A twist on the AOL logo – I took a photo of a full page ad that AOL had on the back of AdAge promoting it’s new advertising system, Project Devil.  The Goggle app didn’t recognize the AOL logo or the word “aol”, possibly because this logo version was so different than the standard AOL logo. It did, however, recognize the text  ”A better web is coming”  which was on the ad, and gave me an option to search that text via google.  I rate this as a #fail, because the first link that appeared when you search that text had nothing to do with AOL.

EA Sports’ videogame “Active 2″ – Next, I took a photo of this ad from today’s Fry’s.com newspaper ad, and the app found this product exactly matching this image.   It presented me with a product search for the “Active 2″ video game on the PS3 system, enabling me to comparison shop on Google Products.  It didn’t recognize the tiny Xbox 360 or Nintendo Wii logos below the image, so would have made me refine my search with the appropriate video game system. From a marketing perspective, however, it was disappointing that no search results appeared relating to purchasing the product on Frys.com – I was presented with a product search first, then the websites for the video game manufacturer…  but never the original retailer (Frys.com).

Corel’s Paintshop Photo Express 2010 – this software brand has been around a long time, so I thought Google would make quick work of finding it. However, when I took a photo of the Fry’s ad containing it, it didn’t recognize the image in the ad (even though I was able to find the exact image on Google’s Image search).  It did recognize the text in the ad, or at least the large font text.  The trouble was that the smaller font was recognized as unintelligible characters (might have been another language) and was appended to the product’s name, making the resulting search useless. A #fail here too.

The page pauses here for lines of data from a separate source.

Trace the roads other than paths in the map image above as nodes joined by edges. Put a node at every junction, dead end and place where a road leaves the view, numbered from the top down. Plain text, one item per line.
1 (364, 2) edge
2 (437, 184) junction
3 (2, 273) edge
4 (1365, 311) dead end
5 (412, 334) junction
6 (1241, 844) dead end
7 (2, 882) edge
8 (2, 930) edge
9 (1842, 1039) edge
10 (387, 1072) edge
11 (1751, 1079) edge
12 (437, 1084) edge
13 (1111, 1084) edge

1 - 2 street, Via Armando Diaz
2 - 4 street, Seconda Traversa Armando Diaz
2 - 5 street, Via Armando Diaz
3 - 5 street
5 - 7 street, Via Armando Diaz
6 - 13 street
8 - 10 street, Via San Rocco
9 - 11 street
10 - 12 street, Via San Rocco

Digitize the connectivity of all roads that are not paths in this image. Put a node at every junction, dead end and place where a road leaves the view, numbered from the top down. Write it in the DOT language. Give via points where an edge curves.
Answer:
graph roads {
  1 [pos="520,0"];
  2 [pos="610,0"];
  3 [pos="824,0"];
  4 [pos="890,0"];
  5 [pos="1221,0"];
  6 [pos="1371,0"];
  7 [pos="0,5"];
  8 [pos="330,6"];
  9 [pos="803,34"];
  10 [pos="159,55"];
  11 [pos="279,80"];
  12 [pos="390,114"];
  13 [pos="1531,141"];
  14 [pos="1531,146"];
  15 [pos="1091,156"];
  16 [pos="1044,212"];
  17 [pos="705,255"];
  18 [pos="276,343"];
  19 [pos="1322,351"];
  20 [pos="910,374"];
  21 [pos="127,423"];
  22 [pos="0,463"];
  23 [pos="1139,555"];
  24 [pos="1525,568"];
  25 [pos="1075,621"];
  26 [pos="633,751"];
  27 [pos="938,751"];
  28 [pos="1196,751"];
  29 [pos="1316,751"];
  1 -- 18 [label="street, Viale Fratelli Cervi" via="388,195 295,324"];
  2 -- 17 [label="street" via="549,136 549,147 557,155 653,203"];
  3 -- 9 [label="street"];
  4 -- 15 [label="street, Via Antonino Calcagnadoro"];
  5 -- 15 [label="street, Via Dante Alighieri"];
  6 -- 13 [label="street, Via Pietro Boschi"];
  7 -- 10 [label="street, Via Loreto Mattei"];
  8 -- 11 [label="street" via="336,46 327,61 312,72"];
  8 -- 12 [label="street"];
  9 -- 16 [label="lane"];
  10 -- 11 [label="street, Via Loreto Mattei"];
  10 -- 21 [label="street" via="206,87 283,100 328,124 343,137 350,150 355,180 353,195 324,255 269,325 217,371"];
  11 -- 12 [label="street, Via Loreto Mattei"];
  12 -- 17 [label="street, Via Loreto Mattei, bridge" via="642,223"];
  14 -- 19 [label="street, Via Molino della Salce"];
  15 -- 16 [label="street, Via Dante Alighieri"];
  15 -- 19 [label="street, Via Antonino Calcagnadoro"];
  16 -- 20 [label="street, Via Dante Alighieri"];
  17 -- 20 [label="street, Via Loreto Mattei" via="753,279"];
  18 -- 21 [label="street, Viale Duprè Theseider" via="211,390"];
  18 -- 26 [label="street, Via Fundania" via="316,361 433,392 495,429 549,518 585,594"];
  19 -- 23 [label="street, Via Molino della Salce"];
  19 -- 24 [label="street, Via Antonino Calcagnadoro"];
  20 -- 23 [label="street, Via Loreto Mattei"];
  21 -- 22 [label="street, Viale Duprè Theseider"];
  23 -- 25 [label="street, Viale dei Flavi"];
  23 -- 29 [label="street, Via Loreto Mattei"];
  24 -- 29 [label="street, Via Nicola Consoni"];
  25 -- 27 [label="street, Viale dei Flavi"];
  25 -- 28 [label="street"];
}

I shouldn’t be overly harsh on the team working on this product, as this product is only a “beta”, a part of their product experiments that sometimes make it as a full product release, and other times get killed in favor of stronger applications.  They are trying something truly unique with this, that may challenge marketers and brands to re-examine how we are marketing ourselves in print, and force us to do the work necessary to ensure our imagery extends to the web, thus supporting our traditional ad vehicles with images that can be recognized by any mobile phone.

Hopefully there will be a discussion forming as to how brands would have to change the way they create or release ads in order to anticipate consumers’ use of an app like Goggles.  Should all print ads be archived?  Should they be sliced up for easy indexing? How does our SEO change?  What questions spring to mind as you consider Google’s new experiment?